I’m fortunate enough to have access to a lot of financially smart people via Twitter. Recently, I’ve noticed quite a few individuals on Twitter touting the benefits of dividend stock investing. As an avid index fund investor myself, I immediately felt a sense of FOMO (‘fear of missing out’) followed by more FOMO. 

As with most things in life, I jumped into it head first, confident that I could figure out what to do along the way. My first step was to buy the Too Much Money ebook by @DivCultivator (who I’ve followed for awhile on Twitter). I highly recommend this book to anyone who likes to be hands-on and learn for yourself why an investment is good or bad.

Step two was to follow the book. I set up a brokerage account that same day. I then had to do some account verification followed by depositing money into the account, both of which took 2-3 days each. 

I like to jump into new financial endeavors relatively quickly and without too much risk. This helps me get over the mental barrier of starting, gives me something tangible to analyze later, and is done with money I’m willing to lose. I took a day to evaluate several stocks based on the criteria in Too Much Money, and landed on XOM (Exxon Mobile), largely because of how undervalued it seems due to the current oil shock. I bought 3 shares and joined the Dividend Investing Club! I wish there were more emotional hurdles along the way to make my origin story a little more interesting, but it was pretty cut and dry.

The Contenders 

This was a fun experiment, and unless XOM cuts their dividends (which could happen), I shouldn’t have much to worry about. But if I’m going to do this long term, I need to know why I should spend my time on dividend stock investing over passive index fund investing. 

First of all, this topic is extremely polarizing – I’ve seen forums and blog post comments go on for pages and pages with people going over advantages and disadvantages of each. Honestly, there are just way too many variables and we’d probably need some sort of machine learning algorithm with a TON of data to know 100% which is better for which situations. 

To help make the comparison a little more manageable, let’s make some assumptions:

  • We’ll have 2 portfolios (one for dividend growth and one for index funds – described below). Both portfolios will be held in taxable accounts.
  • For dividend growth investing, I’m referring to a self-managed portfolio of dividend-income stocks, REITs, and MLPs rather than ETFs. This is much more interesting to me than the smaller returns of passively managed dividend ETFs. 
  • There are different strategies for both types of investing. For index funds, the strategy will be index funds that track the S&P 500. For dividends, it’ll be stocks that match the criteria in the ebook – relatively high yield, moderate growth, and strong management.
  • Numbers will be based on historical returns and slightly idealized since I don’t have a ton of dividend experience myself.
  • The end goal of either form of investing is financial freedom (to simplify things, also early retirement) – in this case, $50k a year.
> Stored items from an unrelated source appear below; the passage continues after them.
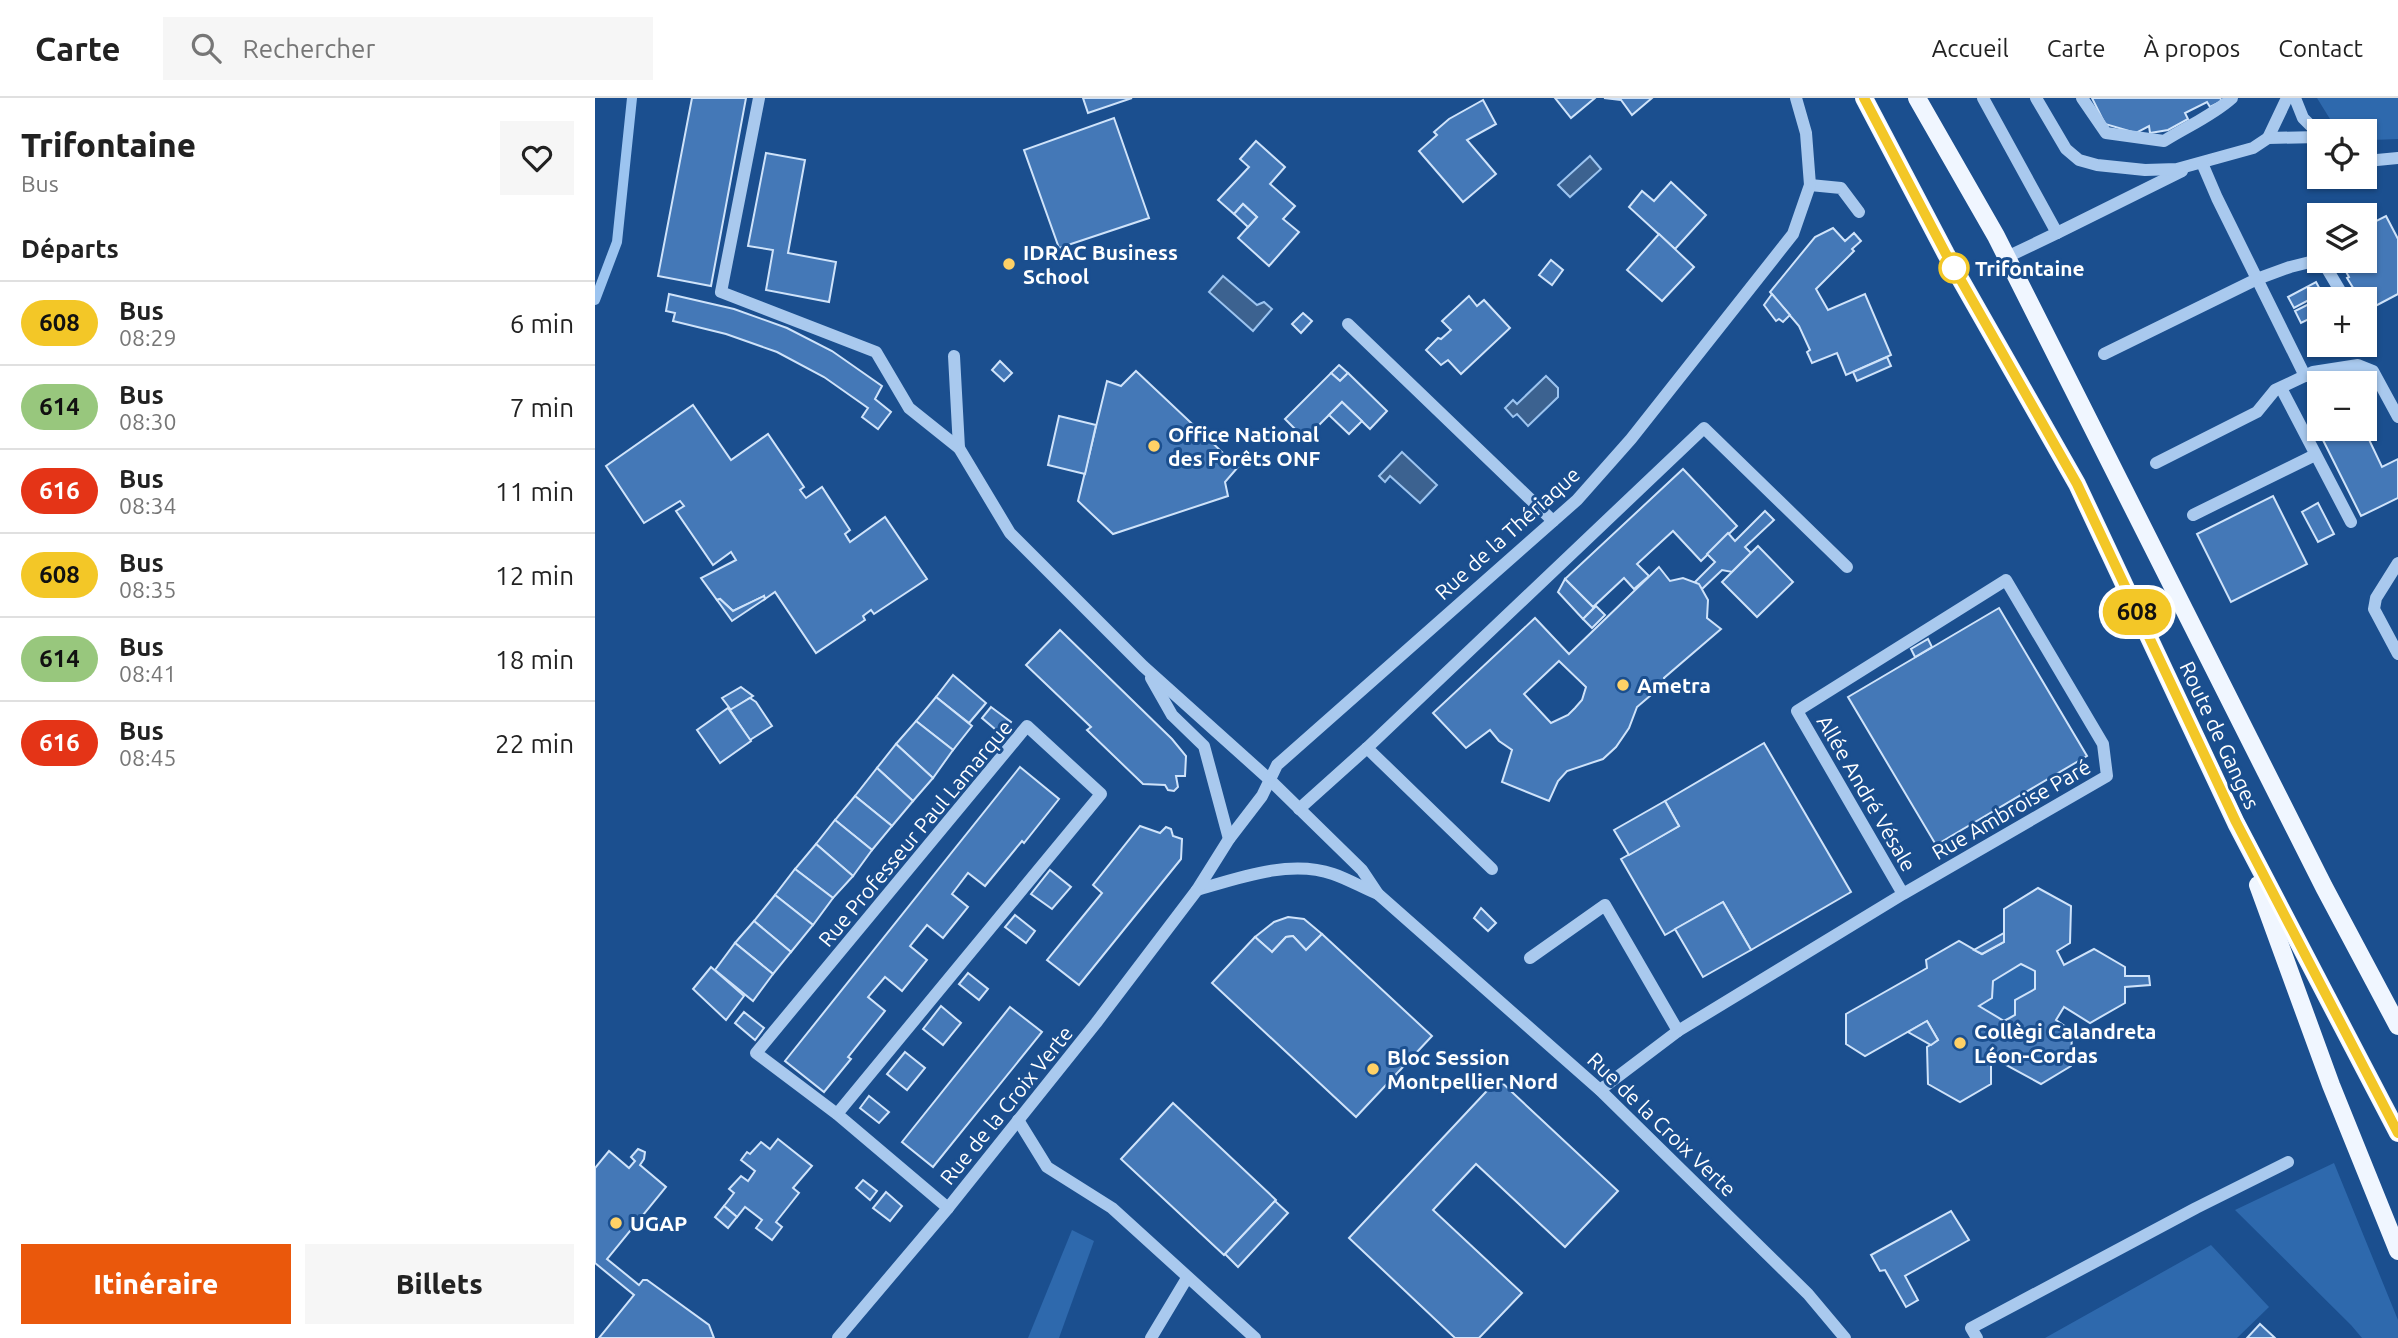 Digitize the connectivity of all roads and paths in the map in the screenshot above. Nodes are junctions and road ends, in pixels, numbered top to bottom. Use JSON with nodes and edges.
{"nodes":[{"id":1,"x":759,"y":98,"type":"edge"},
{"id":2,"x":1796,"y":98,"type":"edge"},
{"id":3,"x":1864,"y":98,"type":"edge"},
{"id":4,"x":1917,"y":98,"type":"edge"},
{"id":5,"x":1983,"y":98,"type":"edge"},
{"id":6,"x":2036,"y":98,"type":"edge"},
{"id":7,"x":2082,"y":98,"type":"edge"},
{"id":8,"x":2232,"y":98,"type":"edge"},
{"id":9,"x":2287,"y":98,"type":"edge"},
{"id":10,"x":2295,"y":98,"type":"edge"},
{"id":11,"x":2307,"y":122,"type":"edge"},
{"id":12,"x":2307,"y":136,"type":"edge"},
{"id":13,"x":2268,"y":138,"type":"junction"},
{"id":14,"x":2398,"y":158,"type":"edge"},
{"id":15,"x":2377,"y":160,"type":"edge"},
{"id":16,"x":2197,"y":164,"type":"junction"},
{"id":17,"x":1810,"y":185,"type":"junction"},
{"id":18,"x":1859,"y":212,"type":"dead end"},
{"id":19,"x":2057,"y":233,"type":"junction"},
{"id":20,"x":2007,"y":257,"type":"junction"},
{"id":21,"x":2257,"y":279,"type":"junction"},
{"id":22,"x":2338,"y":287,"type":"edge"},
{"id":23,"x":1348,"y":324,"type":"dead end"},
{"id":24,"x":2104,"y":354,"type":"dead end"},
{"id":25,"x":954,"y":356,"type":"dead end"},
{"id":26,"x":2305,"y":376,"type":"junction"},
{"id":27,"x":2281,"y":388,"type":"junction"},
{"id":28,"x":2398,"y":417,"type":"edge"},
{"id":29,"x":959,"y":448,"type":"junction"},
{"id":30,"x":2315,"y":455,"type":"junction"},
{"id":31,"x":2156,"y":463,"type":"dead end"},
{"id":32,"x":2193,"y":515,"type":"dead end"},
{"id":33,"x":1553,"y":521,"type":"junction"},
{"id":34,"x":2351,"y":522,"type":"dead end"},
{"id":35,"x":2398,"y":563,"type":"edge"},
{"id":36,"x":1847,"y":567,"type":"dead end"},
{"id":37,"x":2398,"y":654,"type":"edge"},
{"id":38,"x":1143,"y":666,"type":"junction"},
{"id":39,"x":1797,"y":711,"type":"joint"},
{"id":40,"x":1367,"y":748,"type":"junction"},
{"id":41,"x":1270,"y":780,"type":"junction"},
{"id":42,"x":1299,"y":809,"type":"junction"},
{"id":43,"x":2236,"y":822,"type":"junction"},
{"id":44,"x":1229,"y":839,"type":"junction"},
{"id":45,"x":1492,"y":869,"type":"dead end"},
{"id":46,"x":2324,"y":887,"type":"junction"},
{"id":47,"x":1197,"y":891,"type":"junction"},
{"id":48,"x":1378,"y":894,"type":"junction"},
{"id":49,"x":1903,"y":894,"type":"junction"},
{"id":50,"x":1530,"y":958,"type":"dead end"},
{"id":51,"x":2398,"y":1000,"type":"edge"},
{"id":52,"x":2398,"y":1026,"type":"edge"},
{"id":53,"x":1678,"y":1031,"type":"junction"},
{"id":54,"x":1599,"y":1090,"type":"junction"},
{"id":55,"x":837,"y":1114,"type":"junction"},
{"id":56,"x":1018,"y":1120,"type":"junction"},
{"id":57,"x":2398,"y":1133,"type":"edge"},
{"id":58,"x":2288,"y":1162,"type":"dead end"},
{"id":59,"x":948,"y":1208,"type":"junction"},
{"id":60,"x":2398,"y":1251,"type":"edge"},
{"id":61,"x":1187,"y":1278,"type":"junction"},
{"id":62,"x":1155,"y":1336,"type":"edge"},
{"id":63,"x":838,"y":1338,"type":"edge"},
{"id":64,"x":1255,"y":1338,"type":"edge"},
{"id":65,"x":1845,"y":1338,"type":"edge"},
{"id":66,"x":1977,"y":1338,"type":"edge"}],
"edges":[{"from":1,"to":29,"type":"street"},
{"from":2,"to":17,"type":"street","name":"Rue de la Thériaque"},
{"from":3,"to":43,"type":"main road","name":"Route de Ganges"},
{"from":4,"to":20,"type":"main road","name":"Route de Ganges"},
{"from":5,"to":19,"type":"street"},
{"from":6,"to":16,"type":"street"},
{"from":7,"to":8,"type":"street"},
{"from":9,"to":13,"type":"street"},
{"from":10,"to":11,"type":"street"},
{"from":12,"to":13,"type":"street"},
{"from":13,"to":16,"type":"street"},
{"from":14,"to":15,"type":"street"},
{"from":16,"to":19,"type":"street"},
{"from":16,"to":21,"type":"street"},
{"from":17,"to":18,"type":"street"},
{"from":17,"to":33,"type":"street","name":"Rue de la Thériaque"},
{"from":19,"to":20,"type":"street"},
{"from":20,"to":46,"type":"main road","name":"Route de Ganges"},
{"from":21,"to":22,"type":"street"},
{"from":21,"to":24,"type":"street"},
{"from":21,"to":26,"type":"street"},
{"from":23,"to":33,"type":"street"},
{"from":25,"to":29,"type":"street"},
{"from":26,"to":27,"type":"street"},
{"from":26,"to":28,"type":"street"},
{"from":27,"to":30,"type":"street"},
{"from":27,"to":31,"type":"street"},
{"from":29,"to":38,"type":"street","name":"Rue de la Croix Verte"},
{"from":30,"to":32,"type":"street"},
{"from":30,"to":34,"type":"street"},
{"from":33,"to":41,"type":"street","name":"Rue de la Thériaque"},
{"from":35,"to":37,"type":"street"},
{"from":36,"to":40,"type":"street"},
{"from":38,"to":41,"type":"street","name":"Rue de la Croix Verte"},
{"from":38,"to":44,"type":"street","name":"Rue de la Croix Verte"},
{"from":39,"to":49,"type":"street","name":"Allée André Vésale"},
{"from":39,"to":49,"type":"street","name":"Rue Ambroise Paré"},
{"from":40,"to":42,"type":"street"},
{"from":40,"to":45,"type":"street"},
{"from":41,"to":42,"type":"street","name":"Rue de la Croix Verte"},
{"from":41,"to":44,"type":"street","name":"Rue de la Croix Verte"},
{"from":42,"to":48,"type":"street","name":"Rue de la Croix Verte"},
{"from":43,"to":57,"type":"main road","name":"Route de Ganges"},
{"from":43,"to":60,"type":"main road"},
{"from":44,"to":47,"type":"street","name":"Rue de la Croix Verte"},
{"from":46,"to":51,"type":"main road"},
{"from":46,"to":52,"type":"main road","name":"Route de Ganges"},
{"from":47,"to":48,"type":"street","name":"Rue de la Croix Verte"},
{"from":47,"to":56,"type":"street","name":"Rue de la Croix Verte"},
{"from":48,"to":54,"type":"street","name":"Rue de la Croix Verte"},
{"from":49,"to":53,"type":"street","name":"Rue Ambroise Paré"},
{"from":50,"to":53,"type":"street"},
{"from":53,"to":54,"type":"street","name":"Rue Ambroise Paré"},
{"from":54,"to":65,"type":"street","name":"Rue de la Croix Verte"},
{"from":55,"to":55,"type":"street","name":"Rue Professeur Paul Lamarque"},
{"from":55,"to":59,"type":"street","name":"Rue Professeur Paul Lamarque"},
{"from":56,"to":59,"type":"street","name":"Rue de la Croix Verte"},
{"from":56,"to":61,"type":"street"},
{"from":58,"to":66,"type":"street"},
{"from":59,"to":63,"type":"street","name":"Rue de la Croix Verte"},
{"from":61,"to":62,"type":"street"},
{"from":61,"to":64,"type":"street"}]}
Time to analyze! Let’s start small and work our way up. Here are the portfolios we’ll be working with:

Portfolio 1: Index Funds

This account will be made up of 100% index funds, and once we’re “retired”, we’ll make inflation-adjusted withdrawals. 

I’m basing the withdrawal security on both the Trinity Study and the updated study numbers over 30 years, so let’s go with a conservative 3.5% withdrawal rate to better our odds of making it (4% has slightly better odds with more bonds added to the portfolio, plus I don’t believe management fees were included in the studies). 

Portfolio 2: Dividend Growth Stocks

Here we’ll have 25+ hand-picked dividend growth stocks, diversified across various sectors. Based on the criteria in Too Much Money, we can assume a 5-7% dividend yield per year (the criteria varies depending on how interest rates are looking – currently in May of 2020 they’re extremely low).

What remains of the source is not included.